• **Exercise**: Every entry below should be printed exactly.

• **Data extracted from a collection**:
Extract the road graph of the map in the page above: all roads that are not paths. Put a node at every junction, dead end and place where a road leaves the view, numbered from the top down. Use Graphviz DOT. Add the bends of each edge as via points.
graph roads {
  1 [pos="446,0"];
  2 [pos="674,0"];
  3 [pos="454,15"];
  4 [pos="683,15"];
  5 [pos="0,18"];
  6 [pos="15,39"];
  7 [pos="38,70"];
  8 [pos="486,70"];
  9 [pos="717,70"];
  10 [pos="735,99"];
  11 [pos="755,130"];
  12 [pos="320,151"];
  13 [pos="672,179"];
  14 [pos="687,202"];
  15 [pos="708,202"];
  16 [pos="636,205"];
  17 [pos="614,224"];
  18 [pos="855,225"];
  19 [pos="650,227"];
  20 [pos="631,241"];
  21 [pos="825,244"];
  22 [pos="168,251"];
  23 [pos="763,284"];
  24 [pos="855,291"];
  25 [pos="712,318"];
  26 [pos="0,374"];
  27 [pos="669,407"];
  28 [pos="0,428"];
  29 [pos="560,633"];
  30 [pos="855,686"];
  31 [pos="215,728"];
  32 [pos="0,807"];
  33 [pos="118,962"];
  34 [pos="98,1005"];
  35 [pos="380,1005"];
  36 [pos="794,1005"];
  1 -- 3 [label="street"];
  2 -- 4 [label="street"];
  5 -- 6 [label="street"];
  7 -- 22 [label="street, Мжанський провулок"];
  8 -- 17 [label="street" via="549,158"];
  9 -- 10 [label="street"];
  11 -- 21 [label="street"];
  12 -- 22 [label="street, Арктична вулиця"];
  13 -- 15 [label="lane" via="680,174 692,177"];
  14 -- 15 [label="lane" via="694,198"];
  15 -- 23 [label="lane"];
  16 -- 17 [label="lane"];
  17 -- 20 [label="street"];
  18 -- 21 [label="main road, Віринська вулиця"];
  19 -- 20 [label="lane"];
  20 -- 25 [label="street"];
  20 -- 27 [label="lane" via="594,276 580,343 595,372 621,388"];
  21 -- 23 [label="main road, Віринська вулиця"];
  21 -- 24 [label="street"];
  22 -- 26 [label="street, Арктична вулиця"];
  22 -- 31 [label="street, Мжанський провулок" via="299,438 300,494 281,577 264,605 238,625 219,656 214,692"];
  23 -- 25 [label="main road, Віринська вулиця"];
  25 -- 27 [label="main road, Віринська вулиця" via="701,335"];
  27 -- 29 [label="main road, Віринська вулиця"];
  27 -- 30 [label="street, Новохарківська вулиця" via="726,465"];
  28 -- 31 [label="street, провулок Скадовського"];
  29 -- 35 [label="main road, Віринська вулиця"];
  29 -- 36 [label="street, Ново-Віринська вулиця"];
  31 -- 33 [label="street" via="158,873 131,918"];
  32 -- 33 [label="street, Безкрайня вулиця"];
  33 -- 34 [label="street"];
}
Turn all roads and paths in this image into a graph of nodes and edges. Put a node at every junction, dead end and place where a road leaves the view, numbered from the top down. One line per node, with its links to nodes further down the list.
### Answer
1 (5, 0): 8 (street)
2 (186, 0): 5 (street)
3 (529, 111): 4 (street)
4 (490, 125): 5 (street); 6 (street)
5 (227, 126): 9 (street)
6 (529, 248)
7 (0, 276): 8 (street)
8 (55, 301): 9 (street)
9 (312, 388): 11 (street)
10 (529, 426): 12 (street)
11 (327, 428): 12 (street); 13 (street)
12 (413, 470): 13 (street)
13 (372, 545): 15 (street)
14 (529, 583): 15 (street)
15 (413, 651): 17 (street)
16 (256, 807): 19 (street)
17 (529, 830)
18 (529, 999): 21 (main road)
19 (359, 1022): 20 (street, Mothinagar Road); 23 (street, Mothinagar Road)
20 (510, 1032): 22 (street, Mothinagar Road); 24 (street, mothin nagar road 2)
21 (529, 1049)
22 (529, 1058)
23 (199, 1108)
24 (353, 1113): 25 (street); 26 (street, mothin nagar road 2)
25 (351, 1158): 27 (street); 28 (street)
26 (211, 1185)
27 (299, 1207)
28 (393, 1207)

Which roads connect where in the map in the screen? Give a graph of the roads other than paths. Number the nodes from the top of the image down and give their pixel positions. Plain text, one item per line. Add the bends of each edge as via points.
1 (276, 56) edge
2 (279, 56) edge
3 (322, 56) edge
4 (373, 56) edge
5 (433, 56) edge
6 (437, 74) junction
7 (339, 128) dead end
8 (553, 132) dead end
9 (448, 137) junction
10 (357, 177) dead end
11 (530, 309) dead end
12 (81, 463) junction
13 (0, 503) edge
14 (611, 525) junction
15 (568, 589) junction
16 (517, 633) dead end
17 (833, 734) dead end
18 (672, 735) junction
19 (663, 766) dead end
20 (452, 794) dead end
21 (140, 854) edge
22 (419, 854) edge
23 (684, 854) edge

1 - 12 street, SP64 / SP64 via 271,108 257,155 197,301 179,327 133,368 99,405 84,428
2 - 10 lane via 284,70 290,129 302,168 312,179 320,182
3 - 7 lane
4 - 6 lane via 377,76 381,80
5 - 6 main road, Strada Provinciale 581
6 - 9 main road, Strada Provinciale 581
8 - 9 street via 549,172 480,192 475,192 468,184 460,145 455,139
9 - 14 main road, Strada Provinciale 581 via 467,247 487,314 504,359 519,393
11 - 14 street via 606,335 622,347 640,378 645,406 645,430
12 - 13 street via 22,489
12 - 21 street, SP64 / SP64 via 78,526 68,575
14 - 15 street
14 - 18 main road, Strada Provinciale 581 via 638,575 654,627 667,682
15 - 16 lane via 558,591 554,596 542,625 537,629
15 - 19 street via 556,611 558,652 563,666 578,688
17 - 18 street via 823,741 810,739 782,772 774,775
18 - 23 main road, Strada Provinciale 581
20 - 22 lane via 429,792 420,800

• **Exercise result**:
Extract the road graph of the map in the page above: all roads that are not paths. Put a node at every junction, dead end and place where a road leaves the view, numbered from the top down. Use Graphviz DOT. Add the bends of each edge as via points.
graph roads {
  1 [pos="446,0"];
  2 [pos="674,0"];
  3 [pos="454,15"];
  4 [pos="683,15"];
  5 [pos="0,18"];
  6 [pos="15,39"];
  7 [pos="38,70"];
  8 [pos="486,70"];
  9 [pos="717,70"];
  10 [pos="735,99"];
  11 [pos="755,130"];
  12 [pos="320,151"];
  13 [pos="672,179"];
  14 [pos="687,202"];
  15 [pos="708,202"];
  16 [pos="636,205"];
  17 [pos="614,224"];
  18 [pos="855,225"];
  19 [pos="650,227"];
  20 [pos="631,241"];
  21 [pos="825,244"];
  22 [pos="168,251"];
  23 [pos="763,284"];
  24 [pos="855,291"];
  25 [pos="712,318"];
  26 [pos="0,374"];
  27 [pos="669,407"];
  28 [pos="0,428"];
  29 [pos="560,633"];
  30 [pos="855,686"];
  31 [pos="215,728"];
  32 [pos="0,807"];
  33 [pos="118,962"];
  34 [pos="98,1005"];
  35 [pos="380,1005"];
  36 [pos="794,1005"];
  1 -- 3 [label="street"];
  2 -- 4 [label="street"];
  5 -- 6 [label="street"];
  7 -- 22 [label="street, Мжанський провулок"];
  8 -- 17 [label="street" via="549,158"];
  9 -- 10 [label="street"];
  11 -- 21 [label="street"];
  12 -- 22 [label="street, Арктична вулиця"];
  13 -- 15 [label="lane" via="680,174 692,177"];
  14 -- 15 [label="lane" via="694,198"];
  15 -- 23 [label="lane"];
  16 -- 17 [label="lane"];
  17 -- 20 [label="street"];
  18 -- 21 [label="main road, Віринська вулиця"];
  19 -- 20 [label="lane"];
  20 -- 25 [label="street"];
  20 -- 27 [label="lane" via="594,276 580,343 595,372 621,388"];
  21 -- 23 [label="main road, Віринська вулиця"];
  21 -- 24 [label="street"];
  22 -- 26 [label="street, Арктична вулиця"];
  22 -- 31 [label="street, Мжанський провулок" via="299,438 300,494 281,577 264,605 238,625 219,656 214,692"];
  23 -- 25 [label="main road, Віринська вулиця"];
  25 -- 27 [label="main road, Віринська вулиця" via="701,335"];
  27 -- 29 [label="main road, Віринська вулиця"];
  27 -- 30 [label="street, Новохарківська вулиця" via="726,465"];
  28 -- 31 [label="street, провулок Скадовського"];
  29 -- 35 [label="main road, Віринська вулиця"];
  29 -- 36 [label="street, Ново-Віринська вулиця"];
  31 -- 33 [label="street" via="158,873 131,918"];
  32 -- 33 [label="street, Безкрайня вулиця"];
  33 -- 34 [label="street"];
}
Turn all roads and paths in this image into a graph of nodes and edges. Put a node at every junction, dead end and place where a road leaves the view, numbered from the top down. One line per node, with its links to nodes further down the list.
### Answer
1 (5, 0): 8 (street)
2 (186, 0): 5 (street)
3 (529, 111): 4 (street)
4 (490, 125): 5 (street); 6 (street)
5 (227, 126): 9 (street)
6 (529, 248)
7 (0, 276): 8 (street)
8 (55, 301): 9 (street)
9 (312, 388): 11 (street)
10 (529, 426): 12 (street)
11 (327, 428): 12 (street); 13 (street)
12 (413, 470): 13 (street)
13 (372, 545): 15 (street)
14 (529, 583): 15 (street)
15 (413, 651): 17 (street)
16 (256, 807): 19 (street)
17 (529, 830)
18 (529, 999): 21 (main road)
19 (359, 1022): 20 (street, Mothinagar Road); 23 (street, Mothinagar Road)
20 (510, 1032): 22 (street, Mothinagar Road); 24 (street, mothin nagar road 2)
21 (529, 1049)
22 (529, 1058)
23 (199, 1108)
24 (353, 1113): 25 (street); 26 (street, mothin nagar road 2)
25 (351, 1158): 27 (street); 28 (street)
26 (211, 1185)
27 (299, 1207)
28 (393, 1207)

Which roads connect where in the map in the screen? Give a graph of the roads other than paths. Number the nodes from the top of the image down and give their pixel positions. Plain text, one item per line. Add the bends of each edge as via points.
1 (276, 56) edge
2 (279, 56) edge
3 (322, 56) edge
4 (373, 56) edge
5 (433, 56) edge
6 (437, 74) junction
7 (339, 128) dead end
8 (553, 132) dead end
9 (448, 137) junction
10 (357, 177) dead end
11 (530, 309) dead end
12 (81, 463) junction
13 (0, 503) edge
14 (611, 525) junction
15 (568, 589) junction
16 (517, 633) dead end
17 (833, 734) dead end
18 (672, 735) junction
19 (663, 766) dead end
20 (452, 794) dead end
21 (140, 854) edge
22 (419, 854) edge
23 (684, 854) edge

1 - 12 street, SP64 / SP64 via 271,108 257,155 197,301 179,327 133,368 99,405 84,428
2 - 10 lane via 284,70 290,129 302,168 312,179 320,182
3 - 7 lane
4 - 6 lane via 377,76 381,80
5 - 6 main road, Strada Provinciale 581
6 - 9 main road, Strada Provinciale 581
8 - 9 street via 549,172 480,192 475,192 468,184 460,145 455,139
9 - 14 main road, Strada Provinciale 581 via 467,247 487,314 504,359 519,393
11 - 14 street via 606,335 622,347 640,378 645,406 645,430
12 - 13 street via 22,489
12 - 21 street, SP64 / SP64 via 78,526 68,575
14 - 15 street
14 - 18 main road, Strada Provinciale 581 via 638,575 654,627 667,682
15 - 16 lane via 558,591 554,596 542,625 537,629
15 - 19 street via 556,611 558,652 563,666 578,688
17 - 18 street via 823,741 810,739 782,772 774,775
18 - 23 main road, Strada Provinciale 581
20 - 22 lane via 429,792 420,800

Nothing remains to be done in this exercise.